Hey guys, though there is a clear difference for certain regions in terms of consumer credit worthiness, we should all be aware that there are many other factors at play. Labeling an entire region of population simply due to one assumed factor is a bit short-sighted.

Consider the fact that many of these regions also have different industries, different state GDP, different population level, and different consumer needs, it should be evident that there are numerous reasons that can effect a region’s consumer credit worthiness. Everyone should also be aware that a person’s income, race, age, and sex, are not factors that goes into a FICO credit score.

For those that thinks credit scores are “debt score” or some evil industry plot from the MAN to keep people down, you should note that most people that have excellent credit will quickly point out that they have excellent credit because they do NOT have a large amount of debt.

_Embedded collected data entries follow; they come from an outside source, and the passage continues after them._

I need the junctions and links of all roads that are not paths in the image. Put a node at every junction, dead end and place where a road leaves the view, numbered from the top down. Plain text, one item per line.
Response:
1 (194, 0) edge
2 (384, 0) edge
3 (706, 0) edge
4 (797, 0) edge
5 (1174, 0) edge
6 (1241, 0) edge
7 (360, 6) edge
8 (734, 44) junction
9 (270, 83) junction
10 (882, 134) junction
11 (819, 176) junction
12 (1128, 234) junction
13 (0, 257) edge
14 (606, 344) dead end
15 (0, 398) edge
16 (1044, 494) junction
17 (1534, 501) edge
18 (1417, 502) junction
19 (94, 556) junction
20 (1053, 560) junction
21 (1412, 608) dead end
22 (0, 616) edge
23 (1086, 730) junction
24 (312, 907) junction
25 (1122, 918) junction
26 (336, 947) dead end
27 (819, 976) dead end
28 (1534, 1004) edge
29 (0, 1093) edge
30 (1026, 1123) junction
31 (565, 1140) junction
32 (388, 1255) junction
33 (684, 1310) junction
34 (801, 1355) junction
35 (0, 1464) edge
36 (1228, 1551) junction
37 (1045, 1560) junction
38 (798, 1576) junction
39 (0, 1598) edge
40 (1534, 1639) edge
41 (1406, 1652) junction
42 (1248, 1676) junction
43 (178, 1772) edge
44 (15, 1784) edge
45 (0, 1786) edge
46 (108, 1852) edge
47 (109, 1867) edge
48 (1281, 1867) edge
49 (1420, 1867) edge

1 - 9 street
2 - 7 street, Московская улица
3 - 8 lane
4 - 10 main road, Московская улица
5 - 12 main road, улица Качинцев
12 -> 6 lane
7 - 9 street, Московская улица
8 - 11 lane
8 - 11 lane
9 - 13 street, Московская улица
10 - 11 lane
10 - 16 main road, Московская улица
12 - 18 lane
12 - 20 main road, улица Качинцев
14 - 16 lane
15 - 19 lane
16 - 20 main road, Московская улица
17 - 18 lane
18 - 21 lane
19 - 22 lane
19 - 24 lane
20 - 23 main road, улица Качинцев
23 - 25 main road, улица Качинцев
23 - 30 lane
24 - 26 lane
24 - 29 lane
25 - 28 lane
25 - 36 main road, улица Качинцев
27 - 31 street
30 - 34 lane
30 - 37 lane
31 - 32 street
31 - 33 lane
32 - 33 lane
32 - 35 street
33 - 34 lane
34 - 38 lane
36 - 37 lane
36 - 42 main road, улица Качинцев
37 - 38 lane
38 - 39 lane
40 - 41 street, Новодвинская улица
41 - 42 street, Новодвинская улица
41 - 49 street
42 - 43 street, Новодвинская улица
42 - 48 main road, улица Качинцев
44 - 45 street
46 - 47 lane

Ben: Despite your misgiving, credit is important to a person’s financial health. Credit and debt are two different things (though of course related). Take a look at the definitions in the dictionary for credit (beyond the finance definition): source of honor; something that gains or adds to reputation or esteem; recognition by name or a person contributing to a performance; recognition by an institution that a person has fulfilled a requirement; influence or power derived from enjoying the confidence of another or others.

They’ve chosen the word credit to describe the financial instrument for a very specific reason. A good consumer credit worthiness is about showing your ability to manage money along with cash flow, and showing responsibly in borrowing money and paying that very money back. It is not about accumulating debt.

No matter how you feel about it, having good credit is important as it allows the average consumer to purchase a home at a reasonable interest rate, and the difference between bad and good credit can be thousands of dollars in savings for the same home loan.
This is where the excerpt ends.